TASK DIRECTIONS: Reproduce every record below exactly as written, but leave out any pictures.

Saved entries
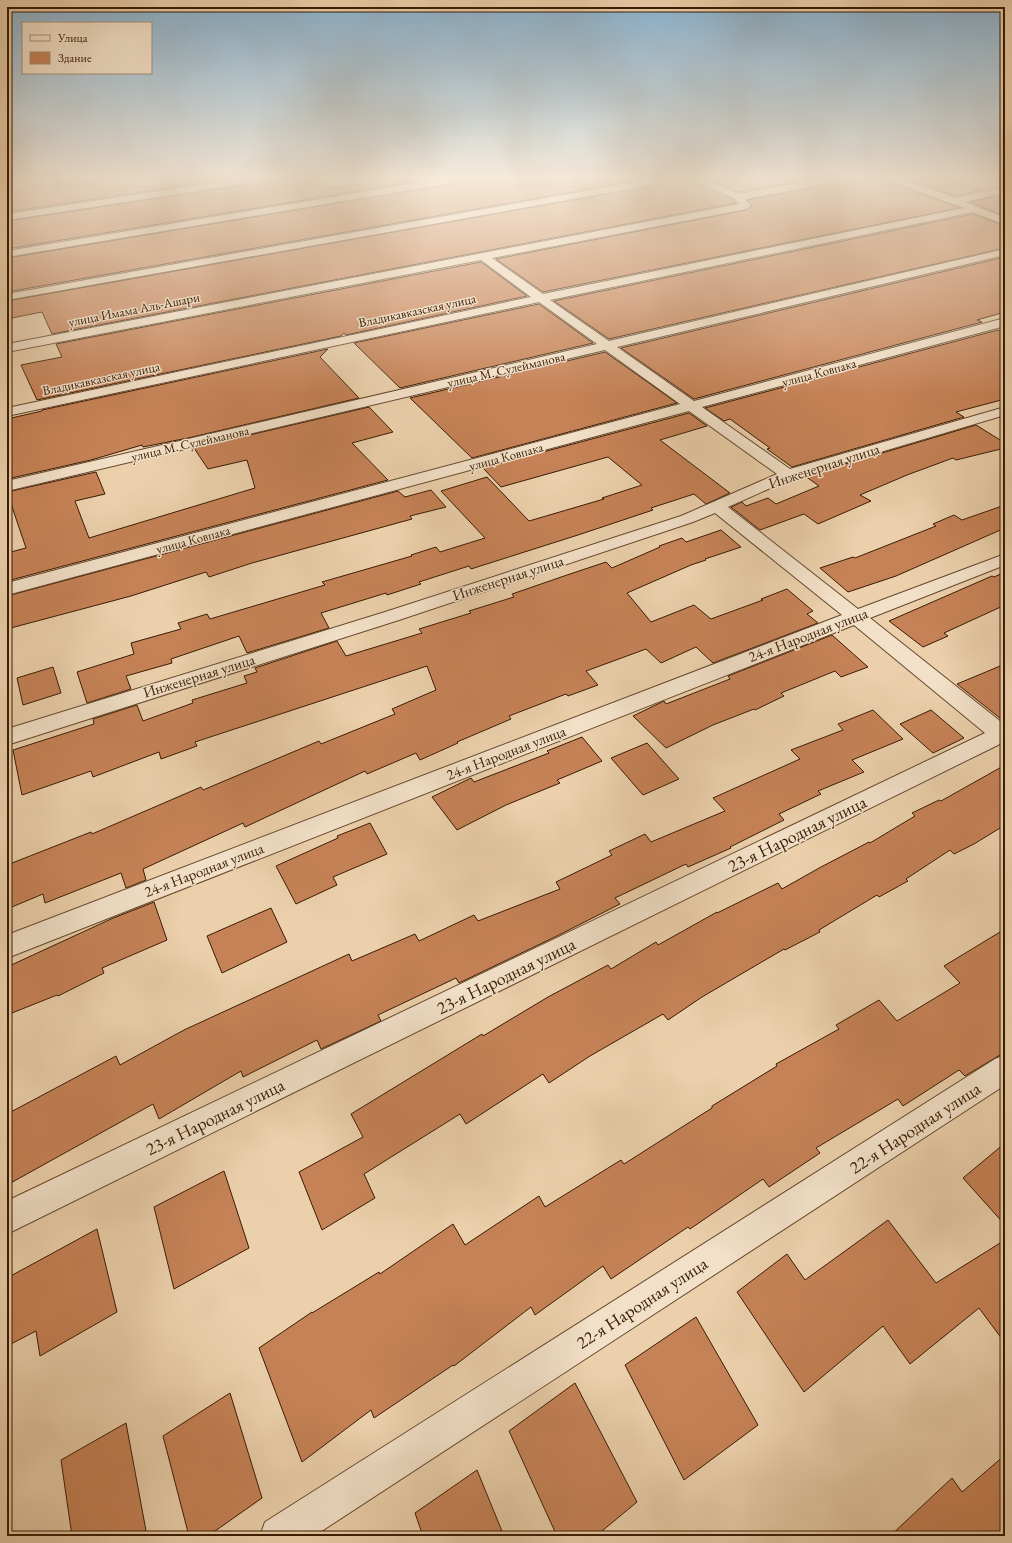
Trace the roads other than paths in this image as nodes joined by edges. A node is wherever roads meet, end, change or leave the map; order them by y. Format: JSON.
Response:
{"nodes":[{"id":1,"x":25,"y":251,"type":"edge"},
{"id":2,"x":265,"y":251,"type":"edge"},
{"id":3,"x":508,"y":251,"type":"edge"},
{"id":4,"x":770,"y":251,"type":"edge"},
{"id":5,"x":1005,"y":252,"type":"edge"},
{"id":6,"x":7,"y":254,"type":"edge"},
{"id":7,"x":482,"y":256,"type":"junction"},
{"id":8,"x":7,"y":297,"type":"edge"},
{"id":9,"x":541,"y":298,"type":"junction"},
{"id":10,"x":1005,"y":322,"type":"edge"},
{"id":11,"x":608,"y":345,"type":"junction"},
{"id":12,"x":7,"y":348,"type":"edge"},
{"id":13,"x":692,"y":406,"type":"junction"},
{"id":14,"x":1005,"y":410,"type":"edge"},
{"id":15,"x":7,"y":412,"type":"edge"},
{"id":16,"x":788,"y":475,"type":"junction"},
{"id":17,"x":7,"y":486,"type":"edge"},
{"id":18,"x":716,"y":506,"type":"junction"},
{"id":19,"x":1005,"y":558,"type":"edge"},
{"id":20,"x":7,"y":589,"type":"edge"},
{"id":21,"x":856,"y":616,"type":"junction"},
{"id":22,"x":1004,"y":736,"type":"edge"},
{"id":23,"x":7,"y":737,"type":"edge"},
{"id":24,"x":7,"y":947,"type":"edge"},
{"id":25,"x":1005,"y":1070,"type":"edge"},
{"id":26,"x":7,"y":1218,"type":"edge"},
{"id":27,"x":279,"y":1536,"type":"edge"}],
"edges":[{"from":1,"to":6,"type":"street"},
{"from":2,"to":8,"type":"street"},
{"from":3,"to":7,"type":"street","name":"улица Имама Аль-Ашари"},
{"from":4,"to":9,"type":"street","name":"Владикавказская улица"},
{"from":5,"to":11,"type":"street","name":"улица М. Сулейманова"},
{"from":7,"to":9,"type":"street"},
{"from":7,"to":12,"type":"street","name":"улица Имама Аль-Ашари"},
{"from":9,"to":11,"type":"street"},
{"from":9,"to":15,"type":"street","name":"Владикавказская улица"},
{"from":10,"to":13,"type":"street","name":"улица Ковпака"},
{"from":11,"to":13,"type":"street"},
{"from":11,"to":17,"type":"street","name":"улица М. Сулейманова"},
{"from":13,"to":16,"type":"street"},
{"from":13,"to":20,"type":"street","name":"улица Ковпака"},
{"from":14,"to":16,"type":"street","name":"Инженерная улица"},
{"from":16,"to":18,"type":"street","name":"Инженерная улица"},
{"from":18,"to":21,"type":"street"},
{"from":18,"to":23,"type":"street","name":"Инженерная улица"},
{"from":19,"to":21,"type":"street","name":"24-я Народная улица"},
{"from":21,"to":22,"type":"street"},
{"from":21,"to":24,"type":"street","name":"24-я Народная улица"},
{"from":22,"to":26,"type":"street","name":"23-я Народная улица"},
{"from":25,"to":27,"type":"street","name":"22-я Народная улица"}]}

ANSWER BOX:
Trace the roads other than paths in this image as nodes joined by edges. A node is wherever roads meet, end, change or leave the map; order them by y. Format: JSON.
Response:
{"nodes":[{"id":1,"x":25,"y":251,"type":"edge"},
{"id":2,"x":265,"y":251,"type":"edge"},
{"id":3,"x":508,"y":251,"type":"edge"},
{"id":4,"x":770,"y":251,"type":"edge"},
{"id":5,"x":1005,"y":252,"type":"edge"},
{"id":6,"x":7,"y":254,"type":"edge"},
{"id":7,"x":482,"y":256,"type":"junction"},
{"id":8,"x":7,"y":297,"type":"edge"},
{"id":9,"x":541,"y":298,"type":"junction"},
{"id":10,"x":1005,"y":322,"type":"edge"},
{"id":11,"x":608,"y":345,"type":"junction"},
{"id":12,"x":7,"y":348,"type":"edge"},
{"id":13,"x":692,"y":406,"type":"junction"},
{"id":14,"x":1005,"y":410,"type":"edge"},
{"id":15,"x":7,"y":412,"type":"edge"},
{"id":16,"x":788,"y":475,"type":"junction"},
{"id":17,"x":7,"y":486,"type":"edge"},
{"id":18,"x":716,"y":506,"type":"junction"},
{"id":19,"x":1005,"y":558,"type":"edge"},
{"id":20,"x":7,"y":589,"type":"edge"},
{"id":21,"x":856,"y":616,"type":"junction"},
{"id":22,"x":1004,"y":736,"type":"edge"},
{"id":23,"x":7,"y":737,"type":"edge"},
{"id":24,"x":7,"y":947,"type":"edge"},
{"id":25,"x":1005,"y":1070,"type":"edge"},
{"id":26,"x":7,"y":1218,"type":"edge"},
{"id":27,"x":279,"y":1536,"type":"edge"}],
"edges":[{"from":1,"to":6,"type":"street"},
{"from":2,"to":8,"type":"street"},
{"from":3,"to":7,"type":"street","name":"улица Имама Аль-Ашари"},
{"from":4,"to":9,"type":"street","name":"Владикавказская улица"},
{"from":5,"to":11,"type":"street","name":"улица М. Сулейманова"},
{"from":7,"to":9,"type":"street"},
{"from":7,"to":12,"type":"street","name":"улица Имама Аль-Ашари"},
{"from":9,"to":11,"type":"street"},
{"from":9,"to":15,"type":"street","name":"Владикавказская улица"},
{"from":10,"to":13,"type":"street","name":"улица Ковпака"},
{"from":11,"to":13,"type":"street"},
{"from":11,"to":17,"type":"street","name":"улица М. Сулейманова"},
{"from":13,"to":16,"type":"street"},
{"from":13,"to":20,"type":"street","name":"улица Ковпака"},
{"from":14,"to":16,"type":"street","name":"Инженерная улица"},
{"from":16,"to":18,"type":"street","name":"Инженерная улица"},
{"from":18,"to":21,"type":"street"},
{"from":18,"to":23,"type":"street","name":"Инженерная улица"},
{"from":19,"to":21,"type":"street","name":"24-я Народная улица"},
{"from":21,"to":22,"type":"street"},
{"from":21,"to":24,"type":"street","name":"24-я Народная улица"},
{"from":22,"to":26,"type":"street","name":"23-я Народная улица"},
{"from":25,"to":27,"type":"street","name":"22-я Народная улица"}]}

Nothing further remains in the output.